YOUR TASK
Show each line from the listing that includes the word "with".

SOURCE MATERIAL
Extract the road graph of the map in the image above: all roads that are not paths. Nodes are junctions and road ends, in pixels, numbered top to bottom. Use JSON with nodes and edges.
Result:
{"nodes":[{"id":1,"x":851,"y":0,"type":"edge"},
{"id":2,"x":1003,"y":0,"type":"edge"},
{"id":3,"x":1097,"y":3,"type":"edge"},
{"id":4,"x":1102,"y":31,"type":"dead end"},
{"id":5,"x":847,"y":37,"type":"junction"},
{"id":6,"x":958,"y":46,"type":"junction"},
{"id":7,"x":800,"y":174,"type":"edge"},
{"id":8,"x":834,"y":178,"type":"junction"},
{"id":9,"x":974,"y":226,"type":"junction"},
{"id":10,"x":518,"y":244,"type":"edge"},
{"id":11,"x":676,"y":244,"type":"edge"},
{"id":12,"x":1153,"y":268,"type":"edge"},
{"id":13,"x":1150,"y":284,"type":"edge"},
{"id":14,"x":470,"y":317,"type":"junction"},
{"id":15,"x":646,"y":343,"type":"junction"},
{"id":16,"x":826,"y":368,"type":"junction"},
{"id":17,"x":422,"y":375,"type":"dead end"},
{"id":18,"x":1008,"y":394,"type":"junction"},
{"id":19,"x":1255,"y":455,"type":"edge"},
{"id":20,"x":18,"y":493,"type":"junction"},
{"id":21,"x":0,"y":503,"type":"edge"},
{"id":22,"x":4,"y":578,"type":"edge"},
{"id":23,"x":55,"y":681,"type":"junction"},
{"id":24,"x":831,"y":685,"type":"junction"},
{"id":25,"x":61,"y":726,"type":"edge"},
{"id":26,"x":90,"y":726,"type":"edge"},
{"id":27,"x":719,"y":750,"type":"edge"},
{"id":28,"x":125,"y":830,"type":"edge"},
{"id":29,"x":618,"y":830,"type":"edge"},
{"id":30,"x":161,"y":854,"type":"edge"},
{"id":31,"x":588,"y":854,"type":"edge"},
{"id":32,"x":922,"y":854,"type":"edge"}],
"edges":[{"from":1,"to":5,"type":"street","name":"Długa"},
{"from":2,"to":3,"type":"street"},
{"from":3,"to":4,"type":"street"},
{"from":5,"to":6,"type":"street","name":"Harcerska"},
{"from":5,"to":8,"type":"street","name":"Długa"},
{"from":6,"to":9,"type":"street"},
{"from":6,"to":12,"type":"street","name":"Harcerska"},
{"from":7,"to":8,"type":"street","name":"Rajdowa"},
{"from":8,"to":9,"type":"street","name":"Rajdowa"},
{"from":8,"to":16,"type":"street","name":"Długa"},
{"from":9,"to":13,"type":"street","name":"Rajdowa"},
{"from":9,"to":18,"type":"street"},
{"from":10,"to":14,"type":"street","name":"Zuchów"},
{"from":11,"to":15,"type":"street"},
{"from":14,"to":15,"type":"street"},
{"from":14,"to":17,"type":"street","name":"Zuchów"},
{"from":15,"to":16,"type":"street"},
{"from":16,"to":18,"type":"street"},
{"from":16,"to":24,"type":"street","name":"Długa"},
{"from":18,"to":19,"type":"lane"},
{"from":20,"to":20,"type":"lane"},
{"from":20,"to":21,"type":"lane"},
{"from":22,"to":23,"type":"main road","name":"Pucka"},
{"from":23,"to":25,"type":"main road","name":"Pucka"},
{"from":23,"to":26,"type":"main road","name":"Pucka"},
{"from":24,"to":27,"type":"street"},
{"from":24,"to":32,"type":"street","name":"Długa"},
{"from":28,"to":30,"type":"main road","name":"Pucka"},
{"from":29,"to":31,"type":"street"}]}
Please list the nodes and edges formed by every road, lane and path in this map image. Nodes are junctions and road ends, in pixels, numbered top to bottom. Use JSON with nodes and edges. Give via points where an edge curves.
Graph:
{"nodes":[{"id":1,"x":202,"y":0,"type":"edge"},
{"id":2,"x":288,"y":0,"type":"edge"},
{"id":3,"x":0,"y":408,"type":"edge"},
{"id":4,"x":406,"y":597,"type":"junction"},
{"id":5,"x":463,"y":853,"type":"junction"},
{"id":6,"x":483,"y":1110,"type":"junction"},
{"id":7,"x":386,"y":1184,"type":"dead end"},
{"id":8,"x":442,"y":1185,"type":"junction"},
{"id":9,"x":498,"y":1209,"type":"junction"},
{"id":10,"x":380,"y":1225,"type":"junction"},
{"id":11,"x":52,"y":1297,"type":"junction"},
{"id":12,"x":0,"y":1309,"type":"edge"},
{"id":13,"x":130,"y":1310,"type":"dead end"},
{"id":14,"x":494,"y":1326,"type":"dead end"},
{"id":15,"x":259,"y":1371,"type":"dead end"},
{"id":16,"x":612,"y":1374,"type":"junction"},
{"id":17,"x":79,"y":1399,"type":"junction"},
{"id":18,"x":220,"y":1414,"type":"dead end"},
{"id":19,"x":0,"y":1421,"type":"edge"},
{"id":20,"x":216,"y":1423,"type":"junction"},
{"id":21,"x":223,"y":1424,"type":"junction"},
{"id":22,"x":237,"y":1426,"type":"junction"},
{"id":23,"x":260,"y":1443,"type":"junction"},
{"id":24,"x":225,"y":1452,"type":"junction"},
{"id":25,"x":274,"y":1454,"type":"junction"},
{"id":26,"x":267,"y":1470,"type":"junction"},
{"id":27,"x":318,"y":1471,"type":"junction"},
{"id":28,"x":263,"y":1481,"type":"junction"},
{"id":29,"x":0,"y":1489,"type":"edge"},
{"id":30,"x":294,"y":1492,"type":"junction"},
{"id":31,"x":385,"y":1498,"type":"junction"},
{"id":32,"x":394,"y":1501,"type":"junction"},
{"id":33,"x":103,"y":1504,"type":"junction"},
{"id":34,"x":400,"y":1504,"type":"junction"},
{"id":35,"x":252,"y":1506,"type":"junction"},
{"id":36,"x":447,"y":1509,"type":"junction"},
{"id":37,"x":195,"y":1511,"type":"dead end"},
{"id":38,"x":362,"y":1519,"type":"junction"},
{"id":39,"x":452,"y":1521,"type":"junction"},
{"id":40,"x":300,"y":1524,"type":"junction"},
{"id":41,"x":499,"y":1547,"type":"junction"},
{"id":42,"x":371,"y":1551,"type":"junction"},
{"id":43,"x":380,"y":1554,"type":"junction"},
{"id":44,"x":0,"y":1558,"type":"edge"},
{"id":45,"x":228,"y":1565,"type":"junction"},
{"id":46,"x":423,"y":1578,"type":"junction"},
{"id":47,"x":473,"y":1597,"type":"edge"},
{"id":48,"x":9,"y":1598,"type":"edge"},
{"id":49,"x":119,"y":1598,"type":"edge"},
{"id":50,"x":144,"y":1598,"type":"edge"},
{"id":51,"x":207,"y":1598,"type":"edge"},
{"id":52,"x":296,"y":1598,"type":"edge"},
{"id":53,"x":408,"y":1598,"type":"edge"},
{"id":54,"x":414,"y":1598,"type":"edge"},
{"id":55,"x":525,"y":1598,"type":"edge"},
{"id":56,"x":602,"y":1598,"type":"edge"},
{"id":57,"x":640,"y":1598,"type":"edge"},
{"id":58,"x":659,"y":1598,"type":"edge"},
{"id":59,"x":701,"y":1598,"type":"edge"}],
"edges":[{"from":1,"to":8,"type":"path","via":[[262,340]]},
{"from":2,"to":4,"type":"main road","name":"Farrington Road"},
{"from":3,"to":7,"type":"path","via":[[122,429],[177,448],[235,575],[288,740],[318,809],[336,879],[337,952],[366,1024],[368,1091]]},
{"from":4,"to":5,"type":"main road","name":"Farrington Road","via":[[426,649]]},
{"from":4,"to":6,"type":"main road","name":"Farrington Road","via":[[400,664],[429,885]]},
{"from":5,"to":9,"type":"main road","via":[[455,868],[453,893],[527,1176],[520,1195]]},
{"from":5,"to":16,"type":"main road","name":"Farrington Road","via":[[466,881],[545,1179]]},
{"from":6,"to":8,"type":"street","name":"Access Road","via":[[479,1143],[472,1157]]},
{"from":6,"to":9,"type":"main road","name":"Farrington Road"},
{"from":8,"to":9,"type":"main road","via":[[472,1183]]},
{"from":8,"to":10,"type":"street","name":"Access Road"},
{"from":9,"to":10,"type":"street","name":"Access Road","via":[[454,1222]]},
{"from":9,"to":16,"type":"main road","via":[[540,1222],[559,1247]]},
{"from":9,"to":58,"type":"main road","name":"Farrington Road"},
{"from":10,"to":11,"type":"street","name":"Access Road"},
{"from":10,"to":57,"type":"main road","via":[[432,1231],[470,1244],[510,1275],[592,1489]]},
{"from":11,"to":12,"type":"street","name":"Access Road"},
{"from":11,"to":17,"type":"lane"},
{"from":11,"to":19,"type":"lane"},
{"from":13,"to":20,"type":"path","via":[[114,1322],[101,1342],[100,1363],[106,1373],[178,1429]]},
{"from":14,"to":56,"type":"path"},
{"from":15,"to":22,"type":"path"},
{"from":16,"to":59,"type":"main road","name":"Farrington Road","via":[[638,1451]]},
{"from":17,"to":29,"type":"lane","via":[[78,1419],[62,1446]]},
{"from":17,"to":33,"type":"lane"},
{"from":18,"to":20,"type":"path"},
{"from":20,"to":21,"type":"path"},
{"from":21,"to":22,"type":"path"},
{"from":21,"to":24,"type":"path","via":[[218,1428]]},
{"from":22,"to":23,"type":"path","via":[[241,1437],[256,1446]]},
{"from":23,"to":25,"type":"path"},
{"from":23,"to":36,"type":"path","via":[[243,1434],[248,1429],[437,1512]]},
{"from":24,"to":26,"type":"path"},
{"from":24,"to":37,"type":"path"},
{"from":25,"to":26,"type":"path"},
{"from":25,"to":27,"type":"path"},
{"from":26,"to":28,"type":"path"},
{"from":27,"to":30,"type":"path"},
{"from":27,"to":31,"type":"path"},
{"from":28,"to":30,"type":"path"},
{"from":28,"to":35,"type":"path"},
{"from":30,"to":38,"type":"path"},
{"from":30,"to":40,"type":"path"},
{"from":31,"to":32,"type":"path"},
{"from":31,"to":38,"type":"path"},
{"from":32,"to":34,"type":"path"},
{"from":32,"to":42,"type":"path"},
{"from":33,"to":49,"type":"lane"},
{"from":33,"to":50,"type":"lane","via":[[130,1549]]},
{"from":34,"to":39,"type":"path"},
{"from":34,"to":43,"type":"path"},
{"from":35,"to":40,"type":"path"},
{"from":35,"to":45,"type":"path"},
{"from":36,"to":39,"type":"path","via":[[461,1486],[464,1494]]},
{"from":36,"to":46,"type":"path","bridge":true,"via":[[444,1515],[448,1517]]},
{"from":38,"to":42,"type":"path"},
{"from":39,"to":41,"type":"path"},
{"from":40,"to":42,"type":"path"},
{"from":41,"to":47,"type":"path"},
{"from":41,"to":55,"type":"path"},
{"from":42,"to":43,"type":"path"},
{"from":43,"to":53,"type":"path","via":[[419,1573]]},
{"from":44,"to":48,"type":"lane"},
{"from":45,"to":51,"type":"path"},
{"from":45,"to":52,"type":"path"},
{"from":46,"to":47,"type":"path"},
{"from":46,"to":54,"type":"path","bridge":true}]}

ANSWER BELOW
Extract the road graph of the map in the image above: all roads that are not paths. Nodes are junctions and road ends, in pixels, numbered top to bottom. Use JSON with nodes and edges.
Please list the nodes and edges formed by every road, lane and path in this map image. Nodes are junctions and road ends, in pixels, numbered top to bottom. Use JSON with nodes and edges. Give via points where an edge curves.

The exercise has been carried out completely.